Source data
+ + + + +

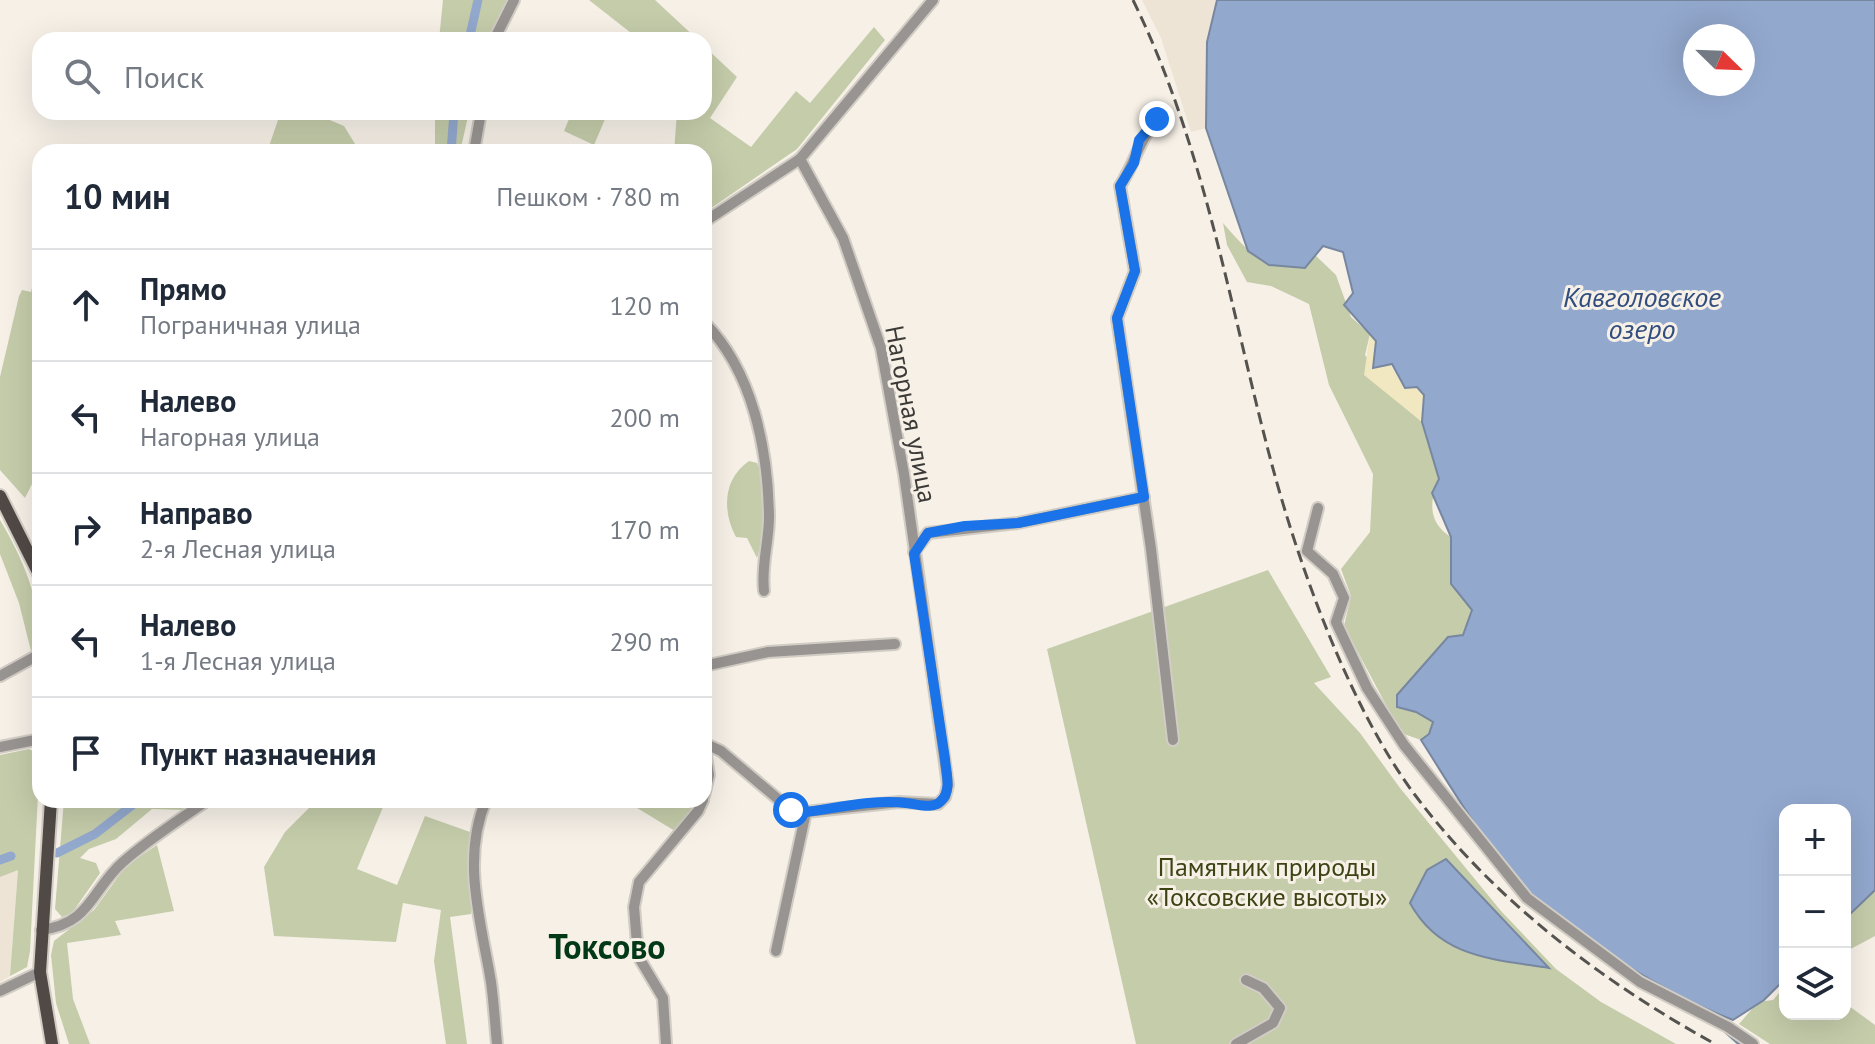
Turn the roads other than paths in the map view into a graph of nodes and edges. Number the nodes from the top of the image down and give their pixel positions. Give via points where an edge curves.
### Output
1 (514, 0) edge
2 (933, 0) edge
3 (498, 32) edge
4 (1157, 119) dead end
5 (480, 120) edge
6 (475, 144) edge
7 (800, 159) junction
8 (712, 217) edge
9 (712, 330) edge
10 (1144, 497) junction
11 (1, 499) edge
12 (1318, 508) dead end
13 (914, 554) junction
14 (32, 560) edge
15 (764, 591) dead end
16 (895, 644) dead end
17 (32, 658) edge
18 (712, 664) edge
19 (0, 676) edge
20 (1173, 740) dead end
21 (32, 741) edge
22 (0, 747) edge
23 (712, 747) edge
24 (50, 808) edge
25 (197, 808) edge
26 (483, 808) edge
27 (699, 808) edge
28 (806, 812) junction
29 (41, 930) junction
30 (776, 951) dead end
31 (40, 972) junction
32 (1246, 980) dead end
33 (0, 991) edge
34 (52, 1044) edge
35 (497, 1044) edge
36 (666, 1044) edge
37 (1236, 1044) edge
38 (1753, 1044) edge

1 - 3 street
2 - 7 street
4 - 10 street via 1139,140 1134,163 1120,186 1135,271 1117,318
5 - 6 street
7 - 8 street
7 - 13 street, Нагорная улица via 843,238 881,348
9 - 15 street via 742,375 754,410 769,520
10 - 13 street via 1018,523 928,533
10 - 20 street
11 - 14 main road
12 - 38 street via 1307,551 1333,574 1344,598 1336,622 1367,688 1404,745 1527,898 1640,982
13 - 28 street, Нагорная улица via 948,785 945,797 938,804 899,802
16 - 18 street via 768,652
17 - 19 street
21 - 22 street
23 - 28 street via 791,810
24 - 29 main road
25 - 29 street via 121,863 84,912
26 - 35 street via 474,834 476,915
27 - 36 street via 639,882 634,907 638,956 663,998
28 - 30 street
29 - 31 main road
31 - 33 street
31 - 34 main road
32 - 37 street via 1263,988 1280,1008 1273,1023

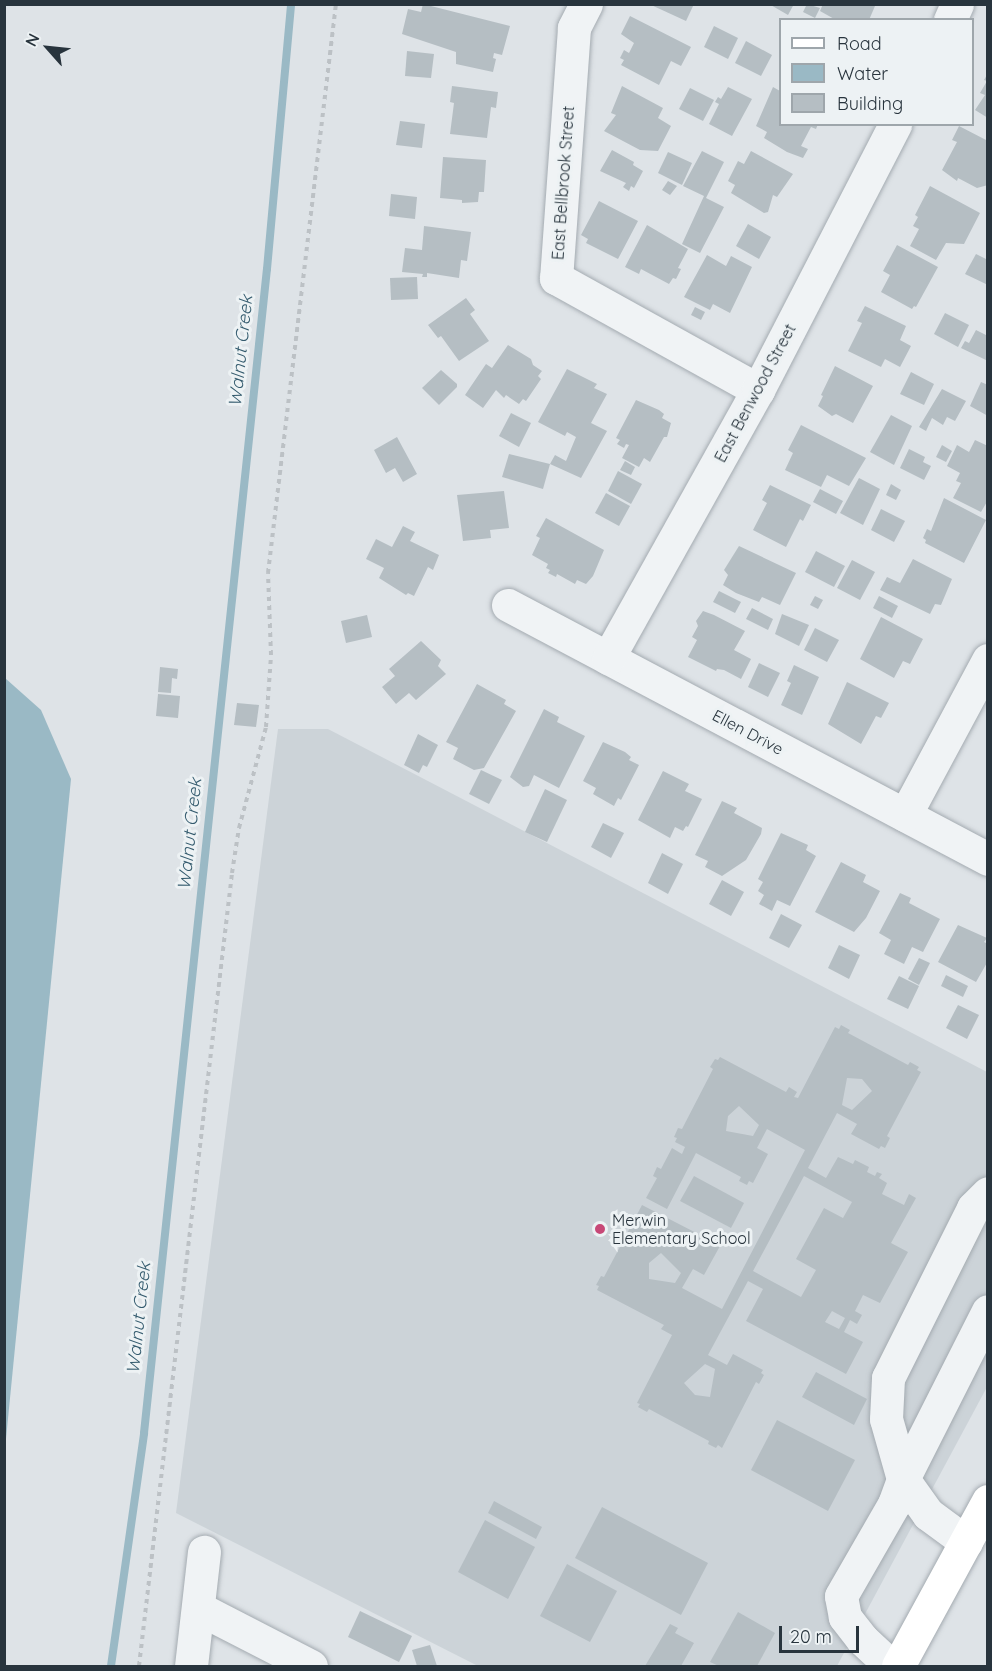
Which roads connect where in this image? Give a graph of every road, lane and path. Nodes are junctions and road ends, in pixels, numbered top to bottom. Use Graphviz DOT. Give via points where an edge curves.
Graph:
graph roads {
  1 [pos="336,4"];
  2 [pos="586,4"];
  3 [pos="957,4"];
  4 [pos="951,18"];
  5 [pos="894,126"];
  6 [pos="758,390"];
  7 [pos="508,605"];
  8 [pos="608,658"];
  9 [pos="987,660"];
  10 [pos="905,815"];
  11 [pos="987,859"];
  12 [pos="987,1193"];
  13 [pos="987,1311"];
  14 [pos="903,1479"];
  15 [pos="987,1502"];
  16 [pos="966,1542"];
  17 [pos="204,1552"];
  18 [pos="198,1608"];
  19 [pos="139,1666"];
  20 [pos="191,1666"];
  21 [pos="311,1666"];
  22 [pos="891,1666"];
  23 [pos="898,1666"];
  1 -- 19 [label="path" via="268,573 272,655 266,727 239,828 232,873"];
  2 -- 6 [label="street, East Bellbrook Street" via="574,28 556,278"];
  3 -- 4 [label="street"];
  5 -- 6 [label="street, East Benwood Street"];
  6 -- 8 [label="street, East Benwood Street"];
  7 -- 8 [label="street, Ellen Drive"];
  8 -- 10 [label="street, Ellen Drive"];
  9 -- 10 [label="street"];
  10 -- 11 [label="street, Ellen Drive"];
  12 -- 14 [label="street" via="973,1208 888,1378 886,1419"];
  13 -- 14 [label="street"];
  14 -- 16 [label="street" via="928,1514"];
  14 -- 22 [label="street" via="894,1504 841,1596 845,1617"];
  15 -- 16 [label="main road"];
  16 -- 23 [label="main road"];
  17 -- 18 [label="street"];
  18 -- 20 [label="street"];
  18 -- 21 [label="street"];
}
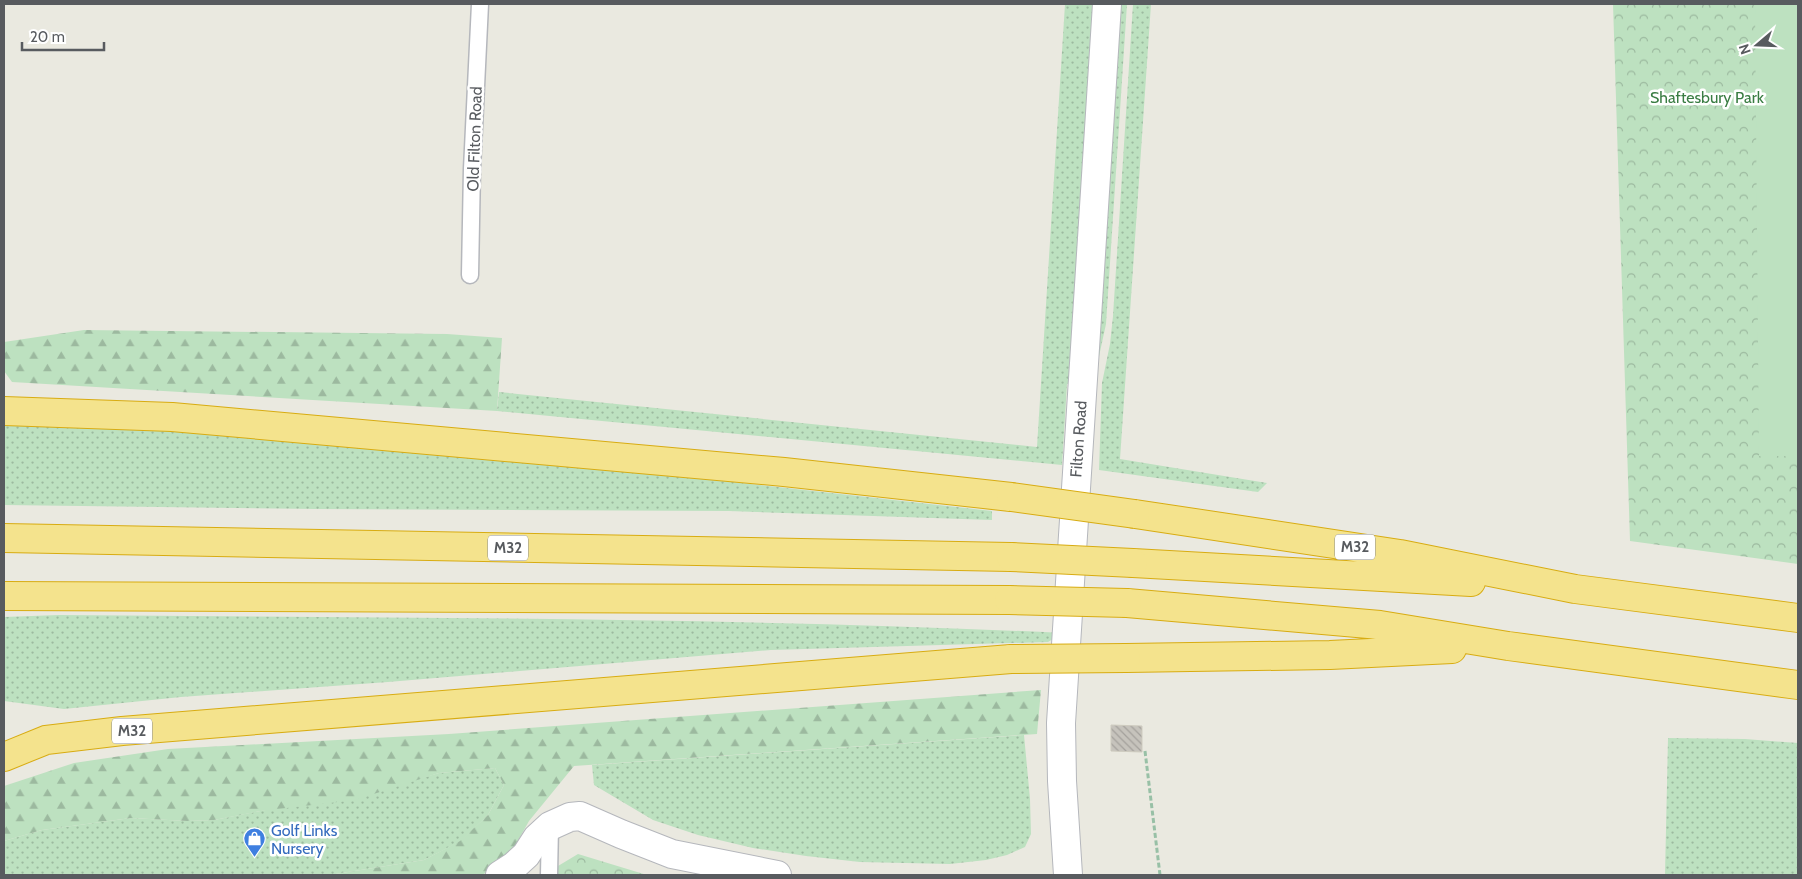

+ + + + +

Look through the entries above; copy each line where the string "main" appears.

> _Reply_
11 - 14 main road
24 - 29 main road
29 - 31 main road
31 - 34 main road
  15 -- 16 [label="main road"];
  16 -- 23 [label="main road"];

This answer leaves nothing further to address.